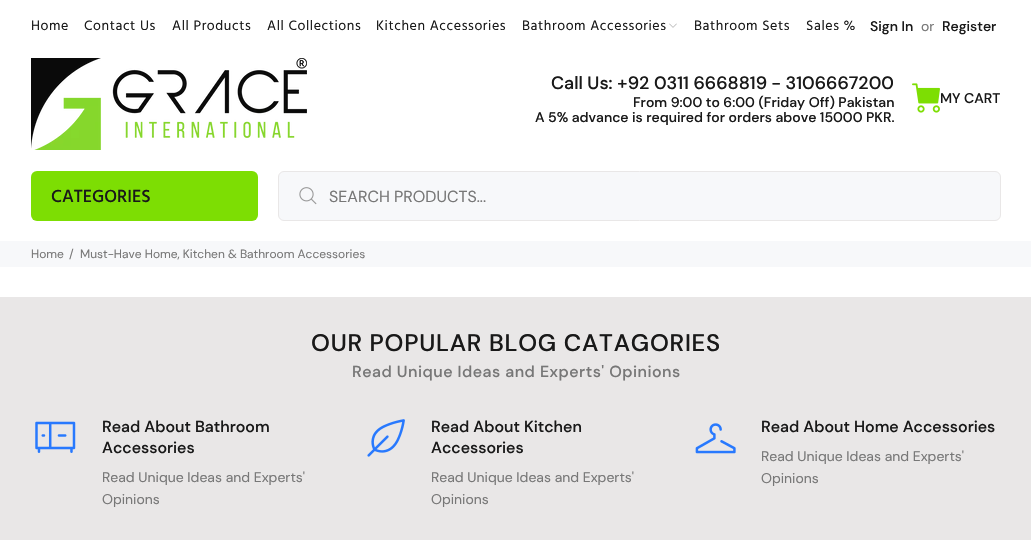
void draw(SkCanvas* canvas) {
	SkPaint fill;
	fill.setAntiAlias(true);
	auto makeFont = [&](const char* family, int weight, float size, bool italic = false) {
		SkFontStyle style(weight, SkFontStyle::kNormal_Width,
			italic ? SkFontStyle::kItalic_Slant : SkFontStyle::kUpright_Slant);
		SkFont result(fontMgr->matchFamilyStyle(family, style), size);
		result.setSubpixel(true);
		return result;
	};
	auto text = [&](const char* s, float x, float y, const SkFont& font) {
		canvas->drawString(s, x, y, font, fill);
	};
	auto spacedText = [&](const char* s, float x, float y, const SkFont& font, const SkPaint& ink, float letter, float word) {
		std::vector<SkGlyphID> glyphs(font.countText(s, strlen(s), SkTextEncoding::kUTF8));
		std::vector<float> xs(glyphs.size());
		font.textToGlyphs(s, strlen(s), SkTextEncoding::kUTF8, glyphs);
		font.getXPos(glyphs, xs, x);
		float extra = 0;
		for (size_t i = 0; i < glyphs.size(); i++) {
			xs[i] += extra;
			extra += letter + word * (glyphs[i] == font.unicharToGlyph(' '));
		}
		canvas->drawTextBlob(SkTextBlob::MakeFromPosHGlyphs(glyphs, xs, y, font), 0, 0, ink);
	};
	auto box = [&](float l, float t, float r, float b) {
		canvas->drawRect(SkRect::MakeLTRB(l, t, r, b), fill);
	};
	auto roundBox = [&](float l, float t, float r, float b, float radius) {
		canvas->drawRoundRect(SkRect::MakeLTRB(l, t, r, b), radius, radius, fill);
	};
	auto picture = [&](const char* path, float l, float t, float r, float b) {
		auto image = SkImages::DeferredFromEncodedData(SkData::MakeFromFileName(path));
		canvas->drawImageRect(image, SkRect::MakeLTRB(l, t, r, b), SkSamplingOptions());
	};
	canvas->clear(0xFFFFFFFF);
	picture("image0.png", 669, 23, 677, 28);
	picture("image1.png", 31, 58, 307, 150);
	picture("image2.png", 912, 83, 940, 113);
	fill.setColor(0xFF7DDE03);
	roundBox(31, 171, 258, 221, 6);
	fill.setColor(0xFFF7F8FA);
	canvas->drawRoundRect(SkRect::MakeLTRB(278.5f, 171.5f, 1000.5f, 220.5f), 5.5f, 5.5f, fill);
	fill.setStyle(SkPaint::kStroke_Style);
	fill.setStrokeWidth(1);
	fill.setColor(0xFFE9E7E7);
	canvas->drawRoundRect(SkRect::MakeLTRB(278.5f, 171.5f, 1000.5f, 220.5f), 5.5f, 5.5f, fill);
	picture("image3.png", 299, 187, 317, 205);
	fill.setStyle(SkPaint::kFill_Style);
	fill.setColor(0xFFF7F8FA);
	box(0, 241, 1031, 267);
	fill.setColor(0xFFE9E7E7);
	box(0, 297, 1031, 540);
	picture("image4.png", 35, 421, 76, 453);
	picture("image5.png", 367, 419, 405, 457);
	picture("image6.png", 695, 423, 736, 454);
	auto font1 = makeFont("Hind", 400, 14);
	fill.setColor(0xFF191919);
	spacedText("Home", 31, 30, font1, fill, 0.6f, 0);
	spacedText("Contact Us", 84, 30, font1, fill, 0.6f, 0);
	spacedText("All Products", 172, 30, font1, fill, 0.6f, 0);
	spacedText("All Collections", 267, 30, font1, fill, 0.6f, 0);
	spacedText("Kitchen Accessories", 376, 30, font1, fill, 0.6f, 0);
	spacedText("Bathroom Accessories", 522, 30, font1, fill, 0.6f, 0);
	spacedText("Bathroom Sets", 694, 30, font1, fill, 0.6f, 0);
	spacedText("Sales %", 806, 30, font1, fill, 0.6f, 0);
	auto font2 = makeFont("DM Sans", 500, 14);
	text("Sign In", 870, 31, font2);
	auto font3 = makeFont("DM Sans", 400, 14);
	fill.setColor(0xFF777777);
	text("or", 921, 31, font3);
	fill.setColor(0xFF191919);
	text("Register", 942, 31, font2);
	auto font4 = makeFont("DM Sans", 500, 18);
	text("Call Us: +92 0311 6668819 - 3106667200", 551, 89, font4);
	text("From 9:00 to 6:00 (Friday Off) Pakistan", 633, 107, font2);
	text("A 5% advance is required for orders above 15000 PKR.", 535, 122, font2);
	text("MY CART", 940, 103, font2);
	auto font5 = makeFont("Hind", 500, 18);
	text("CATEGORIES", 51, 202, font5);
	auto font6 = makeFont("DM Sans", 400, 16);
	fill.setColor(0xFF777777);
	text("SEARCH PRODUCTS...", 329, 202, font6);
	auto font7 = makeFont("DM Sans", 400, 12);
	text("Home", 31, 258, font7);
	text("/", 69, 258, font7);
	text("Must-Have Home, Kitchen & Bathroom Accessories", 80, 258, font7);
	auto font8 = makeFont("DM Sans", 500, 24);
	fill.setColor(0xFF191919);
	spacedText("OUR POPULAR BLOG CATAGORIES", 311, 351, font8, fill, 0.75f, 0);
	auto font9 = makeFont("DM Sans", 500, 16);
	fill.setColor(0xFF777777);
	spacedText("Read Unique Ideas and Experts' Opinions", 352, 377, font9, fill, 0.5f, 0);
	fill.setColor(0xFF191919);
	text("Read About Bathroom", 102, 432, font9);
	text("Accessories", 102, 453, font9);
	fill.setColor(0xFF777777);
	text("Read Unique Ideas and Experts'", 102, 482, font3);
	text("Opinions", 102, 504, font3);
	fill.setColor(0xFF191919);
	text("Read About Kitchen", 431, 432, font9);
	text("Accessories", 431, 453, font9);
	fill.setColor(0xFF777777);
	text("Read Unique Ideas and Experts'", 431, 482, font3);
	text("Opinions", 431, 504, font3);
	fill.setColor(0xFF191919);
	text("Read About Home Accessories", 761, 432, font9);
	fill.setColor(0xFF777777);
	text("Read Unique Ideas and Experts'", 761, 461, font3);
	text("Opinions", 761, 483, font3);
}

:::

→ **What you have to do**
Write down, word for word, the lines above from the one containing "auto text = [&](const" through the one containing "xs[i] += extra;", both ends included.

→ **Expected answer**
	auto text = [&](const char* s, float x, float y, const SkFont& font) {
		canvas->drawString(s, x, y, font, fill);
	};
	auto spacedText = [&](const char* s, float x, float y, const SkFont& font, const SkPaint& ink, float letter, float word) {
		std::vector<SkGlyphID> glyphs(font.countText(s, strlen(s), SkTextEncoding::kUTF8));
		std::vector<float> xs(glyphs.size());
		font.textToGlyphs(s, strlen(s), SkTextEncoding::kUTF8, glyphs);
		font.getXPos(glyphs, xs, x);
		float extra = 0;
		for (size_t i = 0; i < glyphs.size(); i++) {
			xs[i] += extra;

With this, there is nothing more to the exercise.